*WHAT THE TASK REQUIRES*.
Write out the data below in full. Keep it exact.

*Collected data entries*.
○ ○ ○ ○ ○
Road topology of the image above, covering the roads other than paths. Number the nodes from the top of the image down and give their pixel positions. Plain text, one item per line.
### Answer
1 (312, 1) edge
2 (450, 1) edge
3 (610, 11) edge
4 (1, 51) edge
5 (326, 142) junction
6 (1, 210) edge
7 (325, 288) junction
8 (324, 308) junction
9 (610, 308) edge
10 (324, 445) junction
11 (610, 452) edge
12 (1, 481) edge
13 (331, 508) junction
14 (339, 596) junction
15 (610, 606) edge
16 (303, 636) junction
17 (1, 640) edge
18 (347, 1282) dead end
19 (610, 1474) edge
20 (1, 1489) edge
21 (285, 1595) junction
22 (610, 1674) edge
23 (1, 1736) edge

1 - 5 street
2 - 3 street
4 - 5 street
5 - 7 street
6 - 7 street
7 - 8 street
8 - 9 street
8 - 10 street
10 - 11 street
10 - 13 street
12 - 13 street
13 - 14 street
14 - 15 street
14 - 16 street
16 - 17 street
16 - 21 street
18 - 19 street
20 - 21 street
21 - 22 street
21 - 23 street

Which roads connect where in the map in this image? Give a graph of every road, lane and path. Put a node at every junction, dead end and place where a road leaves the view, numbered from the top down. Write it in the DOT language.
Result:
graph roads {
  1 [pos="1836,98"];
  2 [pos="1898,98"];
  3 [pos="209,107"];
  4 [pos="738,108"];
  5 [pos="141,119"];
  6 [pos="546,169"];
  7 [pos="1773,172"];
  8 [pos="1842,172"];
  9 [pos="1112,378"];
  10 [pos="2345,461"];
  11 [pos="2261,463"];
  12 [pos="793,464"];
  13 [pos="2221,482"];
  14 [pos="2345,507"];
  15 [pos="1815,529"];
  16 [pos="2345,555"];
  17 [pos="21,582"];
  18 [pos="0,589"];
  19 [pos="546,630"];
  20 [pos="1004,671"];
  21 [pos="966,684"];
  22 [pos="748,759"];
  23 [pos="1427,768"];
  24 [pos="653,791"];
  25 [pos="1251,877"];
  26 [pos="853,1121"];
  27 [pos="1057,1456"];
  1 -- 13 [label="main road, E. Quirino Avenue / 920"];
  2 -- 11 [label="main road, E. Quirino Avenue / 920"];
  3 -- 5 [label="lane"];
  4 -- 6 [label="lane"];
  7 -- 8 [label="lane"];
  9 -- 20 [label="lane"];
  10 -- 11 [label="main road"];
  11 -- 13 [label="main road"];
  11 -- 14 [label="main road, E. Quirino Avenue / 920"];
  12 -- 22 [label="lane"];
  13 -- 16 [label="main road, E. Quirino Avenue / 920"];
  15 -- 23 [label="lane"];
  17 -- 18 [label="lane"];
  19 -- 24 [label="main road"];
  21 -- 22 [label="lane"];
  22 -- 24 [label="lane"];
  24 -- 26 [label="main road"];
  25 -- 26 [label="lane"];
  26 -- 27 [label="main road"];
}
○ ○ ○ ○ ○
*SOLUTION FOR THIS PROBLEM*.
Road topology of the image above, covering the roads other than paths. Number the nodes from the top of the image down and give their pixel positions. Plain text, one item per line.
### Answer
1 (312, 1) edge
2 (450, 1) edge
3 (610, 11) edge
4 (1, 51) edge
5 (326, 142) junction
6 (1, 210) edge
7 (325, 288) junction
8 (324, 308) junction
9 (610, 308) edge
10 (324, 445) junction
11 (610, 452) edge
12 (1, 481) edge
13 (331, 508) junction
14 (339, 596) junction
15 (610, 606) edge
16 (303, 636) junction
17 (1, 640) edge
18 (347, 1282) dead end
19 (610, 1474) edge
20 (1, 1489) edge
21 (285, 1595) junction
22 (610, 1674) edge
23 (1, 1736) edge

1 - 5 street
2 - 3 street
4 - 5 street
5 - 7 street
6 - 7 street
7 - 8 street
8 - 9 street
8 - 10 street
10 - 11 street
10 - 13 street
12 - 13 street
13 - 14 street
14 - 15 street
14 - 16 street
16 - 17 street
16 - 21 street
18 - 19 street
20 - 21 street
21 - 22 street
21 - 23 street

Which roads connect where in the map in this image? Give a graph of every road, lane and path. Put a node at every junction, dead end and place where a road leaves the view, numbered from the top down. Write it in the DOT language.
Result:
graph roads {
  1 [pos="1836,98"];
  2 [pos="1898,98"];
  3 [pos="209,107"];
  4 [pos="738,108"];
  5 [pos="141,119"];
  6 [pos="546,169"];
  7 [pos="1773,172"];
  8 [pos="1842,172"];
  9 [pos="1112,378"];
  10 [pos="2345,461"];
  11 [pos="2261,463"];
  12 [pos="793,464"];
  13 [pos="2221,482"];
  14 [pos="2345,507"];
  15 [pos="1815,529"];
  16 [pos="2345,555"];
  17 [pos="21,582"];
  18 [pos="0,589"];
  19 [pos="546,630"];
  20 [pos="1004,671"];
  21 [pos="966,684"];
  22 [pos="748,759"];
  23 [pos="1427,768"];
  24 [pos="653,791"];
  25 [pos="1251,877"];
  26 [pos="853,1121"];
  27 [pos="1057,1456"];
  1 -- 13 [label="main road, E. Quirino Avenue / 920"];
  2 -- 11 [label="main road, E. Quirino Avenue / 920"];
  3 -- 5 [label="lane"];
  4 -- 6 [label="lane"];
  7 -- 8 [label="lane"];
  9 -- 20 [label="lane"];
  10 -- 11 [label="main road"];
  11 -- 13 [label="main road"];
  11 -- 14 [label="main road, E. Quirino Avenue / 920"];
  12 -- 22 [label="lane"];
  13 -- 16 [label="main road, E. Quirino Avenue / 920"];
  15 -- 23 [label="lane"];
  17 -- 18 [label="lane"];
  19 -- 24 [label="main road"];
  21 -- 22 [label="lane"];
  22 -- 24 [label="lane"];
  24 -- 26 [label="main road"];
  25 -- 26 [label="lane"];
  26 -- 27 [label="main road"];
}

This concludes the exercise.